Within the ISO 9001: 2015 standards, there’s a new emphasis on organizational knowledge. This refers to encouraging everyone in your business to understand the key processes which need to be followed, as opposed to select business leaders keeping this knowledge to themselves. This is a huge issue within companies of all shapes and sizes, but clause 7.1.6 dictates that companies need to acquire and standardize their knowledge. For managers and business owners, this will help to minimize issues during periods of high staff turnover and reduce the chance of incorrect information being shared. Quality management is all about planning ahead for the future. By putting these standard work policies into place, you’ll ensure you protect yourself from any challenges that come your way.

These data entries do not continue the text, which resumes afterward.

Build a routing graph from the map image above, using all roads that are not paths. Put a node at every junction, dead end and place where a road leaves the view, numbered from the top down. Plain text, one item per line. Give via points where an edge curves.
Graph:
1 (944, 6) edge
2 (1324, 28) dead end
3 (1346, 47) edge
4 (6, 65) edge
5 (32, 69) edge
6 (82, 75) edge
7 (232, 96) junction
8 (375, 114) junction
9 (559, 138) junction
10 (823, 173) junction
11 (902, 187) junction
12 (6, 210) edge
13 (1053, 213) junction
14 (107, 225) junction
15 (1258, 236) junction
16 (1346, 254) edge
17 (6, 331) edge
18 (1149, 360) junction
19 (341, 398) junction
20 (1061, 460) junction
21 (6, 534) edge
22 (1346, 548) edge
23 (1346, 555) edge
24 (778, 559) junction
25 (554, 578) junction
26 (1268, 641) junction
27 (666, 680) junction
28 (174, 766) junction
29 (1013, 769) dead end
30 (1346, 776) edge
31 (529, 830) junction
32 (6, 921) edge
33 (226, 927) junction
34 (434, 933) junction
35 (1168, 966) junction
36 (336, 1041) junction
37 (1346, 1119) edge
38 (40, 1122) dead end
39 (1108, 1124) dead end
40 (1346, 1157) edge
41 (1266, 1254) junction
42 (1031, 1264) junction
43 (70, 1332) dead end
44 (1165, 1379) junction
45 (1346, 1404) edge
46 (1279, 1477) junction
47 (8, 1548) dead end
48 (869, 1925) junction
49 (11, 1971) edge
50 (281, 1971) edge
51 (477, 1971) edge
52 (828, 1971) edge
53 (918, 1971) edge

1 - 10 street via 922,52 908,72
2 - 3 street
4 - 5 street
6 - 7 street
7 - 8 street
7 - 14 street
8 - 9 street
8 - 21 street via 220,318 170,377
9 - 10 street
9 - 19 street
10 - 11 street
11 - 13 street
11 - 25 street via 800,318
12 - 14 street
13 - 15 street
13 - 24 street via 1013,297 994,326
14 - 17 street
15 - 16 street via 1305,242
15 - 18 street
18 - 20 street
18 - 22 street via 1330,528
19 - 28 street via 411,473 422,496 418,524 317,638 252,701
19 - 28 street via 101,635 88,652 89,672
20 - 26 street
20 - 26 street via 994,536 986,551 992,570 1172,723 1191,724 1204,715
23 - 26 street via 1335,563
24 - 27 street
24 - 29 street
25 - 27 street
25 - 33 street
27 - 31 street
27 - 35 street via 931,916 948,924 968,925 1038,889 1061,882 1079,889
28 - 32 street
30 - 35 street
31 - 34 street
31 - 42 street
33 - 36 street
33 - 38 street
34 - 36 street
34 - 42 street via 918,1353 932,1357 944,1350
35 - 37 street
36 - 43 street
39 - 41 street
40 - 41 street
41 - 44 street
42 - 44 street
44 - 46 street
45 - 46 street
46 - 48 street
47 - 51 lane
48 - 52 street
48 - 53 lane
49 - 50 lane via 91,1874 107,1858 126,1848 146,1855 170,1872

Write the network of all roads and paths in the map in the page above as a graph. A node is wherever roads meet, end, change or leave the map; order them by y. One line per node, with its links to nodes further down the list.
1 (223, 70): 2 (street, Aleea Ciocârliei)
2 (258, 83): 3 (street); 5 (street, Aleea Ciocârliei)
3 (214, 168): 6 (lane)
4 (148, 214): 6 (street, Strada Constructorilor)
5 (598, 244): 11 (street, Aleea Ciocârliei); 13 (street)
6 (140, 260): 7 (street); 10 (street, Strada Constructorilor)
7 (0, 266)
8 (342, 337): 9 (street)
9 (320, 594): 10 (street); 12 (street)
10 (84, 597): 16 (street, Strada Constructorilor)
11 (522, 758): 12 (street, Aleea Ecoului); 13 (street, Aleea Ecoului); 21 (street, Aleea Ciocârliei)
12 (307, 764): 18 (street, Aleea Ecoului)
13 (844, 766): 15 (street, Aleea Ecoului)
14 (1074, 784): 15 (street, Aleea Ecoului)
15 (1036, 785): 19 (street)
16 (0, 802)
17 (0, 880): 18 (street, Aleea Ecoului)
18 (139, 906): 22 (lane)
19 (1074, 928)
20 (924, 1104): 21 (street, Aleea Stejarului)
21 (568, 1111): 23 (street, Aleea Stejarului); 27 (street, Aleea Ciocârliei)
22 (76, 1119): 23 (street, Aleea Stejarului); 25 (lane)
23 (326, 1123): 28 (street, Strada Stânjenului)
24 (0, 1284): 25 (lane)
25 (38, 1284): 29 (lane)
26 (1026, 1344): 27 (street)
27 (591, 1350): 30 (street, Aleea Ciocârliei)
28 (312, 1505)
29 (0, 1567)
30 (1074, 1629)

Making Information Accessible to Everyone

In many businesses today, finding information can often be a huge challenge to employees. ISO 9001: 2015 encourages greater accessibility of documentation. No matter what type of business you own and operate, employees now need to have access to the knowledge that’s required to do their job to the best of their ability. This could mean keeping documents on the shop floor or within a manager’s office so that it can be accessed by anyone and at any time. As well as documentation being present in workplaces, it needs to also be accessible within global businesses. Work to find ways to offer documentation in different languages and within every country you operate in.

While making this information more accessible is a huge part of ISO 9001: 2015, the documentation must also be controlled. Ensure your business has regulations in place about who can edit documentation, and always ensure you keep it up to date. This will help to share relevant and correct information with everyone in your organization. By using QMS practices to encourage standard work processes within your organization, you’ll notice higher levels of consistency and efficiency in the future.

Although ISO 9001: 2008 and 2015 were only published seven years apart, we’ve seen a huge shift in the way businesses operate during this time. With advancements in technology and further globalization within most industries, it was certainly time for ISO 9001 to enter into the 21st century with the new updates. For businesses around the world, it’s critical to have a strong quality management system in place. With this risk-based thinking approach, you can ensure that you stay on top of potential issues and create documentation that will be useful to everyone in your organization in the future.